La consommation de fibres des Français tourne autour de 20 g par jour. Chez les personnes souffrant du syndrome de l’intestin irritable (SII), les données varient. « En pratique, j’observe le plus souvent de faibles apports, fait remarquer Johana Le Lorrec à l’occasion d’un webinaire consacré au sujet organisé par l’APSSII (Association des Patients Souffrant du Syndrome de l’Intestin Irritable). Plus rarement, certains patients présentent au contraire des apports largement supérieurs aux seuils recommandés. »
Quand on souffre du SII, il peut être difficile d’avoir des apports adaptés en fibres, du fait de la peur – légitime – de déclencher des symptômes, qui conduit souvent à restreindre l’alimentation. Ensuite, l’information disponible sur les fibres dans le contexte du SII est souvent peu fondée scientifiquement ou même dépassée au vu des recherches. Le vécu personnel joue aussi un rôle : certains associent une crise sévère à un repas riche en fibres, et deviennent ensuite réticents à en consommer. À l’inverse, d’autres rapportent une nette amélioration pendant un régime sans résidus prescrit avant une coloscopie, ce qui peut fausser leur perception.
« Certains types de fibres ou certains aliments riches en fibres sont moins bien tolérés dans le SII, explique la nutritionniste diététicienne. D’autres ont, au contraire, un effet bénéfique, parfois net, sur les symptômes. Quoi qu’il en soit, il y a davantage à gagner à inclure des fibres de façon adaptée qu’à les éviter complètement. Cela varie beaucoup d’une personne à l’autre. » D’où l’intérêt de consulter des professionnels formés à la fois à la nutrition, au SII et aux aspects comportementaux liés aux peurs alimentaires.
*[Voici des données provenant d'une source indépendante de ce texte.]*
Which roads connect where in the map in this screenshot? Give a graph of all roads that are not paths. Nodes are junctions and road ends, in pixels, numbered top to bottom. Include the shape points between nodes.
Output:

Il est néanmoins possible de proposer quelques repères :
– Dans les SII à dominante « diarrhéique » : modérer (sans supprimer) certains aliments riches en fibres insolubles ou irritantes peut apporter un bénéfice. Sont concernés les céréales complètes, les légumineuses, ainsi que les fruits et légumes crus très fibreux, en particulier lorsqu’ils sont consommés avec la peau ;
– À l’inverse, dans les formes à dominante « constipation » et mixtes : une augmentation globale de l’apport en fibres est souvent bénéfique. Les données suggèrent de privilégier les fibres solubles (flocons d’avoine, la chair de nombreux fruits et légumes, les graines de lin ou de chia) et de ne pas augmenter excessivement les fibres insolubles. Tout est question de personnalisation.
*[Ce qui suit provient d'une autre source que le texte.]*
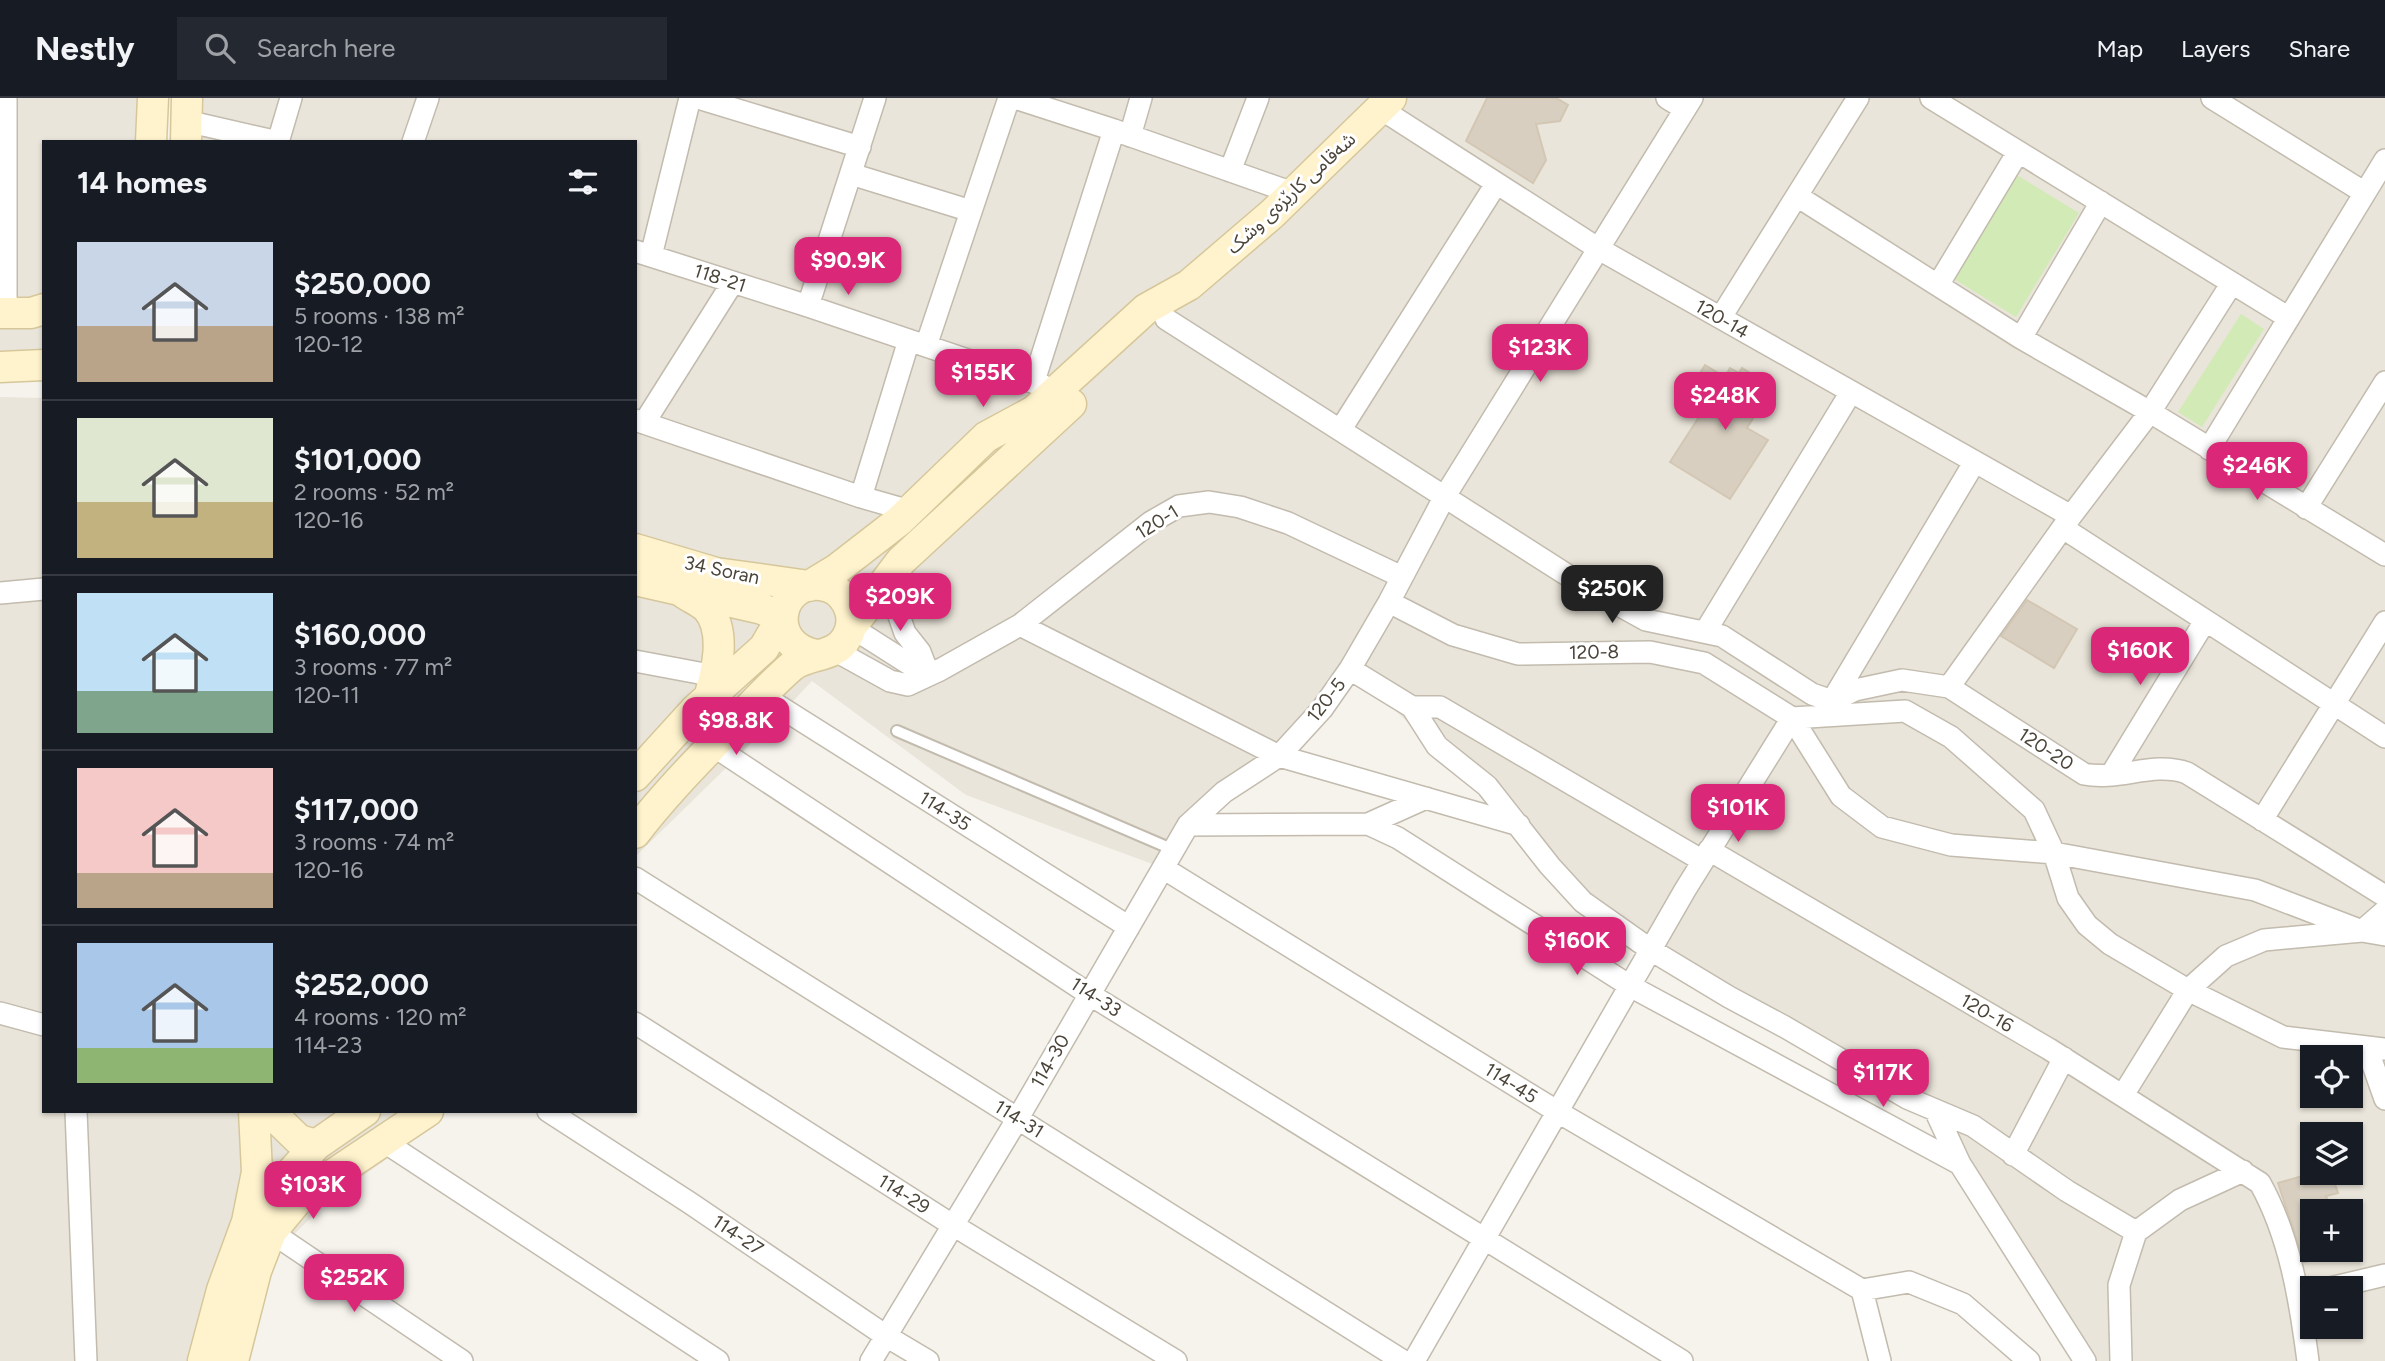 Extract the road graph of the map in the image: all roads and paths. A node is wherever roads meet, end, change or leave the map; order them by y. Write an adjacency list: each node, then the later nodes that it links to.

Précision : un risque de déficit en fibres survient lorsque le régime pauvre en FODMAPs (régime pauvre en sucres fermentescibles) est suivi sans encadrement. Les patients, par crainte d’erreurs, ont tendance à écarter massivement les fruits et légumes, et à remplacer les produits à base de blé par des équivalents pauvres en gluten, souvent très raffinés, faibles en fibres.
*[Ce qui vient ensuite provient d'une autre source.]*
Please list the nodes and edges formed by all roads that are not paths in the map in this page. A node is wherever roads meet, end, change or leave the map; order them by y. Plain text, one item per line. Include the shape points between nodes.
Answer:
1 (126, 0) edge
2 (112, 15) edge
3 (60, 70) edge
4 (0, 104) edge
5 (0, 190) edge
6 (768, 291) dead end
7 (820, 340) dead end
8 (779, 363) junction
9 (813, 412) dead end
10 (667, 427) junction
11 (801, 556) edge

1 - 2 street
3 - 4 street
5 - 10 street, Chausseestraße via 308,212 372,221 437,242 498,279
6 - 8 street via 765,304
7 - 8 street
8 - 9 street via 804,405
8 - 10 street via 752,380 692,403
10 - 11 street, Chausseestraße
– Bien mastiquer ! Des fibres bien mastiquées et broyées seront mieux tolérées, moins fermentescibles, moins irritantes et généreront moins de ballonnements. Manger lentement permet également de réduire le volume d’aliments arrivant d’un seul coup dans l’estomac, ce qui favorise un meilleur confort digestif ;
– Bien s’hydrater ! Des fibres insuffisamment hydratées sont peu utiles, voire contre-productives, notamment sur le plan du transit ;
– Bien répartir ses apports sur la journée. À quantité équivalente, une meilleure tolérance est généralement observée lorsque les fibres sont intégrées progressivement dans chaque repas ;
– Le mode de préparation compte aussi. Quand l’aliment est mixé ou cuit longuement, les fibres ne disparaissent pas mais leur structure modifiée les rend moins irritantes, souvent mieux tolérées, tout en réduisant parfois leur effet mécanique sur le transit. Lorsque l’aliment est épluché, une partie importante des fibres (souvent insolubles) est retirée, car elles se trouvent en majorité dans ou juste sous la peau (pomme, poire, carotte, courgette, etc.).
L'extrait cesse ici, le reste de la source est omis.